Study of the performance of a 3D modular geosynthetic reinforced soil bridge abutment under overloading

Abstract

The objective of this study was to investigate the response characteristics of three-dimensional geosynthetic reinforced soil (GRS) bridge abutments subjected to overload conditions in terms of deformation, soil stresses, and reinforcement strains. To this end, a 1:2 scale model of a GRS bridge abutment was constructed and subjected to a detailed analysis when the vertical load was increased in incremental steps. The results showed that the GRS abutment performed well and did not reach the plastic state at six times the service limit state (SLS) load. The settlement at the top of the abutment increases with increasing load, and the settlement results in the central bulging of both the front and wing walls, which is inconsistent with the assumption of plane strain. Therefore, a novel three-dimensional facing displacement model that outperforms traditional calculation methods is presented.
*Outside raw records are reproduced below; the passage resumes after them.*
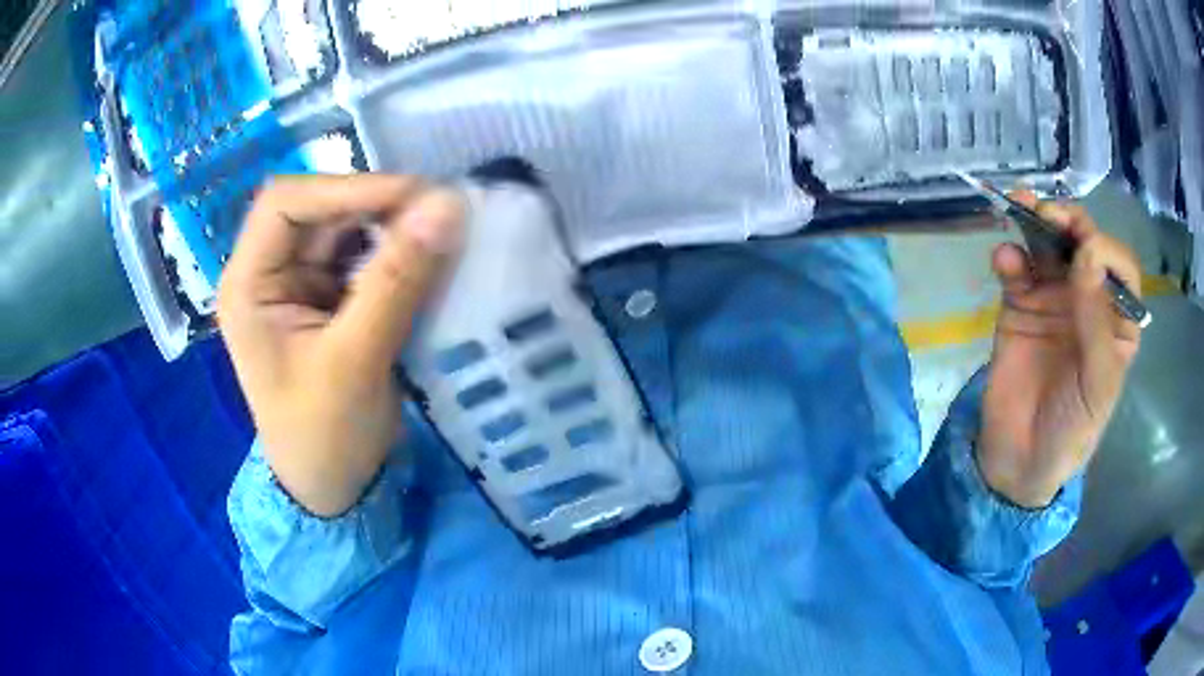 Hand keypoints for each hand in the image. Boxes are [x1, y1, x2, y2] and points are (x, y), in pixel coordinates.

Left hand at [218, 175, 463, 516]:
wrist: (333, 488)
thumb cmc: (325, 437)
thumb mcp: (355, 361)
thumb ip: (396, 281)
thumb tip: (446, 206)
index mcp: (248, 285)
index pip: (285, 204)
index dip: (345, 188)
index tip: (413, 196)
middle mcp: (269, 273)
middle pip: (319, 209)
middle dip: (375, 205)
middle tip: (437, 212)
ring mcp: (300, 285)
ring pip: (346, 228)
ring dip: (391, 226)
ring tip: (440, 231)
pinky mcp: (330, 299)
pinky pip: (365, 256)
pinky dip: (397, 251)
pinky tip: (428, 256)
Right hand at [978, 191, 1141, 507]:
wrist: (1019, 460)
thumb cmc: (1071, 428)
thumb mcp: (1096, 384)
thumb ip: (1096, 321)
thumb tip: (1088, 252)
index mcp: (1117, 320)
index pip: (1119, 268)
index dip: (1105, 250)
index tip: (1085, 251)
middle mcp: (1089, 301)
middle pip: (1084, 247)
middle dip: (1068, 224)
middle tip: (1047, 214)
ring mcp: (1053, 300)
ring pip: (1049, 248)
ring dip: (1035, 225)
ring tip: (1019, 209)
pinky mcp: (1020, 306)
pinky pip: (1017, 271)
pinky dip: (1010, 258)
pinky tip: (1003, 260) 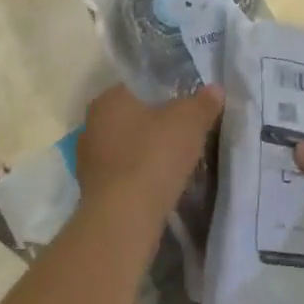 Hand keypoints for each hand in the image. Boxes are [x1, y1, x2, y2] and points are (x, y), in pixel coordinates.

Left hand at [74, 84, 223, 227]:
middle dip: (154, 126)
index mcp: (109, 100)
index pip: (137, 87)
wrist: (124, 217)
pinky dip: (138, 177)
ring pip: (124, 147)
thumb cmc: (154, 156)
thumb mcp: (189, 122)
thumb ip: (202, 103)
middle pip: (130, 118)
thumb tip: (215, 90)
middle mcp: (91, 124)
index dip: (163, 94)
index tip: (185, 109)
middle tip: (184, 136)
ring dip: (145, 153)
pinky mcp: (92, 190)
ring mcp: (88, 159)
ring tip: (174, 164)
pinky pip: (122, 174)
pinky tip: (158, 186) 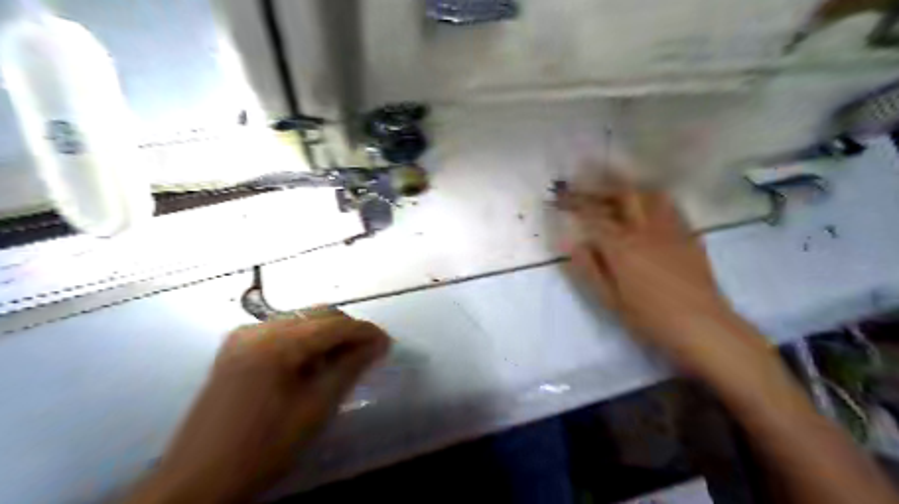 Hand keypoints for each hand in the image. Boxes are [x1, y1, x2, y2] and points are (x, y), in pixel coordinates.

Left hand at [127, 311, 390, 503]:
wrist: (197, 481)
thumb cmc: (263, 449)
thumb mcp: (315, 410)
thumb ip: (349, 369)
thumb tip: (377, 344)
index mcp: (277, 344)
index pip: (334, 324)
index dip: (365, 331)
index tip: (387, 344)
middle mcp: (258, 329)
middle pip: (317, 314)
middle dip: (348, 330)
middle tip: (369, 352)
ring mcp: (243, 336)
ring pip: (301, 320)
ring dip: (328, 334)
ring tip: (344, 360)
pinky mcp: (236, 347)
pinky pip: (282, 330)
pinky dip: (306, 340)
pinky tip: (312, 363)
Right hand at [560, 174, 768, 373]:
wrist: (702, 326)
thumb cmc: (649, 318)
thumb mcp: (609, 298)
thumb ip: (588, 268)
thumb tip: (571, 241)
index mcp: (622, 247)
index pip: (592, 217)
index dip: (574, 204)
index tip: (560, 197)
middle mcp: (645, 230)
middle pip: (622, 195)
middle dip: (600, 184)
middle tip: (585, 178)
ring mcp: (670, 229)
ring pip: (649, 194)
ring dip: (629, 185)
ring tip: (615, 184)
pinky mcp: (688, 235)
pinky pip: (670, 206)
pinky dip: (654, 197)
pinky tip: (649, 201) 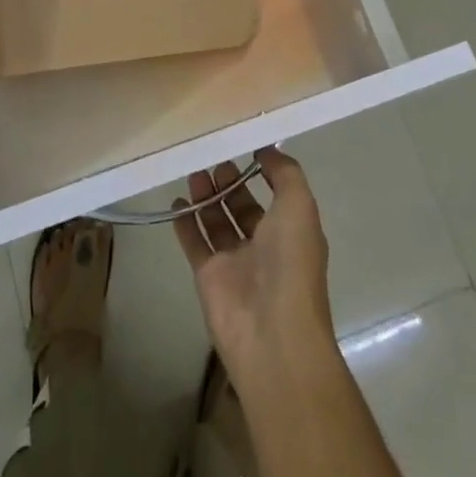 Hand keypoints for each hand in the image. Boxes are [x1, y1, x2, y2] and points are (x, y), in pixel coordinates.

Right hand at [173, 148, 336, 390]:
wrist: (272, 333)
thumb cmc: (291, 263)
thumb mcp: (299, 206)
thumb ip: (285, 173)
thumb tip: (266, 149)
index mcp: (291, 230)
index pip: (275, 193)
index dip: (261, 169)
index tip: (242, 143)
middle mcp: (265, 244)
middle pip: (243, 205)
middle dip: (229, 180)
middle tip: (211, 155)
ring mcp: (235, 261)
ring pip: (217, 220)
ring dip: (206, 195)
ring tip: (193, 170)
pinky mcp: (208, 276)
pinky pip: (194, 242)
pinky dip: (185, 222)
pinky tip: (176, 201) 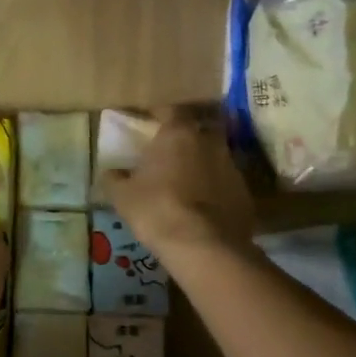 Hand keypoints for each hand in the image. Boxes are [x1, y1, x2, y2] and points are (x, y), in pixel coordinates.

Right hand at [102, 107, 255, 259]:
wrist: (203, 246)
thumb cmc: (156, 210)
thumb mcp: (122, 196)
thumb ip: (114, 179)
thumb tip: (110, 172)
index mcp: (178, 133)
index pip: (170, 110)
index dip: (159, 114)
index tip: (150, 121)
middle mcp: (209, 142)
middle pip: (199, 129)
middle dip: (187, 137)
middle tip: (171, 151)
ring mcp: (232, 167)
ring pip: (215, 156)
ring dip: (203, 163)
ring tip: (187, 181)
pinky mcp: (245, 193)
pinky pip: (226, 183)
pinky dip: (215, 188)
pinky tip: (203, 206) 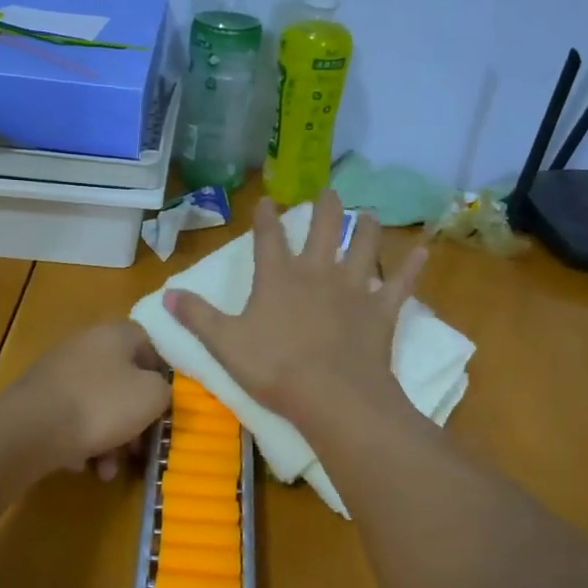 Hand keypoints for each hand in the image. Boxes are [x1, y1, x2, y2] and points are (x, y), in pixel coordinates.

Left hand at [8, 321, 171, 478]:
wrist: (31, 430)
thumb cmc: (102, 405)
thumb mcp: (152, 396)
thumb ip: (164, 390)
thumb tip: (156, 391)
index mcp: (115, 334)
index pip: (149, 345)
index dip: (162, 376)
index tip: (167, 406)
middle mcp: (85, 345)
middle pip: (123, 381)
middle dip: (135, 420)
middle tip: (139, 450)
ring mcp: (58, 373)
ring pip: (98, 406)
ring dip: (110, 440)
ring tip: (108, 470)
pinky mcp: (39, 400)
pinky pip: (72, 420)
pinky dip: (82, 442)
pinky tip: (83, 465)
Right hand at [167, 192, 426, 432]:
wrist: (332, 396)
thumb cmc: (274, 369)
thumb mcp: (225, 345)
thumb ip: (197, 317)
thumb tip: (165, 294)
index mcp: (278, 279)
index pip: (268, 239)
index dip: (265, 218)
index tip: (266, 200)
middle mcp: (317, 273)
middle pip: (323, 230)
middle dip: (325, 208)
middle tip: (329, 190)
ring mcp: (354, 289)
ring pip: (363, 247)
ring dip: (366, 229)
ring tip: (369, 214)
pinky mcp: (381, 311)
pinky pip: (400, 283)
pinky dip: (412, 267)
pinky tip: (422, 251)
The incremental vertical soil stresses in the center of the abutment increased significantly, and the U.S. Federal Highway Administration (FHWA) method better predicted the vertical soil stresses on the GRS bridge abutments under SLS loads; however, this method underestimates the incremental vertical soil stresses under overloads. The maximum reinforcement strain occurred in the middle of the abutment, and the deformation of the reinforcement was not uniform under overload, indicating that an overload may lead to the destruction of the reinforcement under the beam seat. The results of this study can serve as a reference for the design and application of GRS bridge abutments.